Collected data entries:
=== Section Start ===
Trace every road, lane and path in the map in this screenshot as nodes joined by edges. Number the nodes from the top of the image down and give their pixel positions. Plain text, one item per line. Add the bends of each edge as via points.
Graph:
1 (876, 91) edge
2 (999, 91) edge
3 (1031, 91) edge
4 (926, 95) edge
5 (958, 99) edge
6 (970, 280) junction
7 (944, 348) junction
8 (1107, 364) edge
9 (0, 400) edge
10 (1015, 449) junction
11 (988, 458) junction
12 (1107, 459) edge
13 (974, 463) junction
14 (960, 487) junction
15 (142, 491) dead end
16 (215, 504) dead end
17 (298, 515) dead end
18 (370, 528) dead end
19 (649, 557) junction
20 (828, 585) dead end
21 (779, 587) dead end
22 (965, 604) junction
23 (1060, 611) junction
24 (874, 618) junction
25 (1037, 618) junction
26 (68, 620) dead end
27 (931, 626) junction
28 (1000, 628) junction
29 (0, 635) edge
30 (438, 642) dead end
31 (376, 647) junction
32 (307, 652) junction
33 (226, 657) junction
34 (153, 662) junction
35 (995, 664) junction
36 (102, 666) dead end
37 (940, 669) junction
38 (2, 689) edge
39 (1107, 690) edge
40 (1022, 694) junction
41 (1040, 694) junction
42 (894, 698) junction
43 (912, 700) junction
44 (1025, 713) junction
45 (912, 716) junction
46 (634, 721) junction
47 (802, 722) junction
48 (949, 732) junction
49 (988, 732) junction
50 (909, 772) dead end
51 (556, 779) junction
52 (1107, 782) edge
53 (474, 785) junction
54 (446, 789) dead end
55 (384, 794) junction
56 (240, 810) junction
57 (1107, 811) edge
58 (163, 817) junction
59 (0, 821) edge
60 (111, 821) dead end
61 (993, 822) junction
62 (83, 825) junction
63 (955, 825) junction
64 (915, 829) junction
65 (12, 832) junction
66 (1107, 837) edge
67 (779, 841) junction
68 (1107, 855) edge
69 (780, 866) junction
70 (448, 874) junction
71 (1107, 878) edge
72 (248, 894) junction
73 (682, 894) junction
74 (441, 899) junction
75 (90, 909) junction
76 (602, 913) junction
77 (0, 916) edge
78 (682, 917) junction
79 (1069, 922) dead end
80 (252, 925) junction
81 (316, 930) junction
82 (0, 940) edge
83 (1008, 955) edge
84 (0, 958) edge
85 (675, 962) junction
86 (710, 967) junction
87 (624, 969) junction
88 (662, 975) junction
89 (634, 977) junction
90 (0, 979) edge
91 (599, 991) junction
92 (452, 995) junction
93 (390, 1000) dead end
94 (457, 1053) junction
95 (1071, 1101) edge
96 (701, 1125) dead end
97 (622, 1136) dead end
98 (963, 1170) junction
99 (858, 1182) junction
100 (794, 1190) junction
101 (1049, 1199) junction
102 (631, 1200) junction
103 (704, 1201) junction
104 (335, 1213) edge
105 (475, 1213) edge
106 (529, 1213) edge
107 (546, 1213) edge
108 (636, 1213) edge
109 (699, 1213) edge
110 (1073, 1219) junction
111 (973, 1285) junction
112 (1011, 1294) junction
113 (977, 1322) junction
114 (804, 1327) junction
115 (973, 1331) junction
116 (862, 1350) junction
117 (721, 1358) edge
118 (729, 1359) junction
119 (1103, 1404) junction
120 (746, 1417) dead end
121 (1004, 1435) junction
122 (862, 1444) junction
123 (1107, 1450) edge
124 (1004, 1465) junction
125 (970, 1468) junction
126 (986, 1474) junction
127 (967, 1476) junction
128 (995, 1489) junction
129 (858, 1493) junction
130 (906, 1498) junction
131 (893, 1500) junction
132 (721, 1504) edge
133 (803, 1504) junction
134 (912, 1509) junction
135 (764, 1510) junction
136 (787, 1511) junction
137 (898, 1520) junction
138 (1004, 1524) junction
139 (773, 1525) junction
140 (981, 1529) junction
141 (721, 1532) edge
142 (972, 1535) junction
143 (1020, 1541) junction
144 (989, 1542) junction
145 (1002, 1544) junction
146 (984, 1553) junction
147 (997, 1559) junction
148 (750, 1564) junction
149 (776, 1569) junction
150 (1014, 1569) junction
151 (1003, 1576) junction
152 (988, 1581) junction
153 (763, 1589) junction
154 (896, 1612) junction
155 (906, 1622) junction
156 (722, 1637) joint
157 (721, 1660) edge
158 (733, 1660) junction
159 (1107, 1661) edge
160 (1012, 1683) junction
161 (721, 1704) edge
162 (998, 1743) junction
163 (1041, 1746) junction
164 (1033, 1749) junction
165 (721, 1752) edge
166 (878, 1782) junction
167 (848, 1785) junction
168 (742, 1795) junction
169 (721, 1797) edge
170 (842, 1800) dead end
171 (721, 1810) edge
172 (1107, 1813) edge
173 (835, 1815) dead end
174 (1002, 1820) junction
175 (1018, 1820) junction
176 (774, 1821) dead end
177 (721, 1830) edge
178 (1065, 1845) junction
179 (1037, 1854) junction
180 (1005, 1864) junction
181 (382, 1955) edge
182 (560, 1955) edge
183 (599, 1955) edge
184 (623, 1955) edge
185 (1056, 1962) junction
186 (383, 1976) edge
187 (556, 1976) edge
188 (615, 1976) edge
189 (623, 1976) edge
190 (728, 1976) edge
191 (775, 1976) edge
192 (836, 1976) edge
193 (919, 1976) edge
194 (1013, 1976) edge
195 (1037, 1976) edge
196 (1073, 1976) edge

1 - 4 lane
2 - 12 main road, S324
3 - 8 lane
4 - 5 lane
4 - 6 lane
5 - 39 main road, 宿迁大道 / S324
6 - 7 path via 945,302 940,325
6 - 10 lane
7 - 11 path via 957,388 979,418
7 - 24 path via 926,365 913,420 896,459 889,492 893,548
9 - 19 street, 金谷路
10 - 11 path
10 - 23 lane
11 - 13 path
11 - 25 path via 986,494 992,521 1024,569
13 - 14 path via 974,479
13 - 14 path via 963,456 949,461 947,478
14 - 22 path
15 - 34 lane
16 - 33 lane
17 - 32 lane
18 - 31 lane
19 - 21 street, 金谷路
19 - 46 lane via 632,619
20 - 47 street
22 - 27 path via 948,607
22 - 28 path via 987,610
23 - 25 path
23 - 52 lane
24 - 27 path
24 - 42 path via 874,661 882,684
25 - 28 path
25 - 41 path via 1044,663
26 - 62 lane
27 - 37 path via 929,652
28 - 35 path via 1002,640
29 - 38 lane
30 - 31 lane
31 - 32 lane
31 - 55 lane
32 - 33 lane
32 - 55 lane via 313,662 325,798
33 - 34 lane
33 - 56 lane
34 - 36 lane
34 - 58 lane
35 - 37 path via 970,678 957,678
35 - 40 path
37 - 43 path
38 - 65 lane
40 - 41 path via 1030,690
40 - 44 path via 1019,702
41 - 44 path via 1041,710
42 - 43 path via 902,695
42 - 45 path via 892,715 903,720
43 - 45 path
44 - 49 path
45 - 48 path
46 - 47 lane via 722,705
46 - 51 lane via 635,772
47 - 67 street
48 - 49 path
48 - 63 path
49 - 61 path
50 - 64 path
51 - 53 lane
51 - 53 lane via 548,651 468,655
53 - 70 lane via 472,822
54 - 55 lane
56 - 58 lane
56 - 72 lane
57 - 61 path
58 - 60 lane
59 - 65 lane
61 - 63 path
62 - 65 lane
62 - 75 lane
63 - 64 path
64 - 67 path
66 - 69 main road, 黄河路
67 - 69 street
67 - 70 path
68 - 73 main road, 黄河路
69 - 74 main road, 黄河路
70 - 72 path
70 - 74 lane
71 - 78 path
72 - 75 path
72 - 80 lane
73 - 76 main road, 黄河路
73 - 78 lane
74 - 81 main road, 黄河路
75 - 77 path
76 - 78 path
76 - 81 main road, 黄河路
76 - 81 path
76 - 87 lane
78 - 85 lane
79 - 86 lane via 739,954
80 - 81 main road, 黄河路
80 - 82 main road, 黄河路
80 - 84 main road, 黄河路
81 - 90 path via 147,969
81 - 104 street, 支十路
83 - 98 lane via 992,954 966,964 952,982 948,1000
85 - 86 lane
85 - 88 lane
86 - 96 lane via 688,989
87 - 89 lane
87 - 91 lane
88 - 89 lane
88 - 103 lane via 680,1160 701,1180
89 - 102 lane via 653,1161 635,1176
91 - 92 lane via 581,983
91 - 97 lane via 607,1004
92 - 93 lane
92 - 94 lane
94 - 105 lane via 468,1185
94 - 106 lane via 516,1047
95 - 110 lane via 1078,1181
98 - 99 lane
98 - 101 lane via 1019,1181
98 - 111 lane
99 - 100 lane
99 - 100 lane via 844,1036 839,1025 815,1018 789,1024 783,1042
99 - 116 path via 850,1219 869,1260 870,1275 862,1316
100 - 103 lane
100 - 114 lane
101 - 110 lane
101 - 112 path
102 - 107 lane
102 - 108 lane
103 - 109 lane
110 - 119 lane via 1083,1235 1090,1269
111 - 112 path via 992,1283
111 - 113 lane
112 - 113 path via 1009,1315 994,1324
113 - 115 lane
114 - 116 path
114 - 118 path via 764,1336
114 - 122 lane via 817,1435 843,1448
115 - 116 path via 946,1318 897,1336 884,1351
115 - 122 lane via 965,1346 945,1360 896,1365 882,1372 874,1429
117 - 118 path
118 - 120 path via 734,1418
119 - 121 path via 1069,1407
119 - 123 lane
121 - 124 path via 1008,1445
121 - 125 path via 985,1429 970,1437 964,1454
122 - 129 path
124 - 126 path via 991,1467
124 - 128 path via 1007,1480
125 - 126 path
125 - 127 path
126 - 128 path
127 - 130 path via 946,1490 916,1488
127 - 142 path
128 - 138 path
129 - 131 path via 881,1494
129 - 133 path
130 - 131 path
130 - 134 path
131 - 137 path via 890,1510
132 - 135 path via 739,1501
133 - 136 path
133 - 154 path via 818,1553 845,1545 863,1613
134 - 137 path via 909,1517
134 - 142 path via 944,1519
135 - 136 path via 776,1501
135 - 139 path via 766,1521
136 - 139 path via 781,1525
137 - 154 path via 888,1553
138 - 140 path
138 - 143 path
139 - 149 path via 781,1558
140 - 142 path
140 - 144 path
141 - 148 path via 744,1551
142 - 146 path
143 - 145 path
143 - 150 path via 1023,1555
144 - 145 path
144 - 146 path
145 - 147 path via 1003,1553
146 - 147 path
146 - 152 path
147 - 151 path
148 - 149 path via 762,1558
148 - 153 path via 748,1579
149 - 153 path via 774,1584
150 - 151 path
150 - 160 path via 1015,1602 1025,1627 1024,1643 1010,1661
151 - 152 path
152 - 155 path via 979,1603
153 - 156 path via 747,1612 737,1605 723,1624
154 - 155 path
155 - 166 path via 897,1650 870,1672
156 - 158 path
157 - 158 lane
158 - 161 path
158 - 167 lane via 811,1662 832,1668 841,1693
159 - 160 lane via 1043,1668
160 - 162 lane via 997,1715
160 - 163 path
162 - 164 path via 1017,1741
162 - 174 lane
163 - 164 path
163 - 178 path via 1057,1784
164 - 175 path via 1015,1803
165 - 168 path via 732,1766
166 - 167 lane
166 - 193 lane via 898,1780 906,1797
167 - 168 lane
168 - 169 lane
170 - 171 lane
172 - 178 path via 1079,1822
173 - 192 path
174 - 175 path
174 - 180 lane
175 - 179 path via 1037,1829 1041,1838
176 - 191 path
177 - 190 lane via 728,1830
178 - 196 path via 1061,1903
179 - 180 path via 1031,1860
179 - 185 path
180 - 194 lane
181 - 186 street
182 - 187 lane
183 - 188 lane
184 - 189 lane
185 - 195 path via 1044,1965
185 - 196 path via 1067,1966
=== Section End ===
Task prompt =
Each line above holding the string "main" counts once; please report the total and nothing more.

Problem solution =
11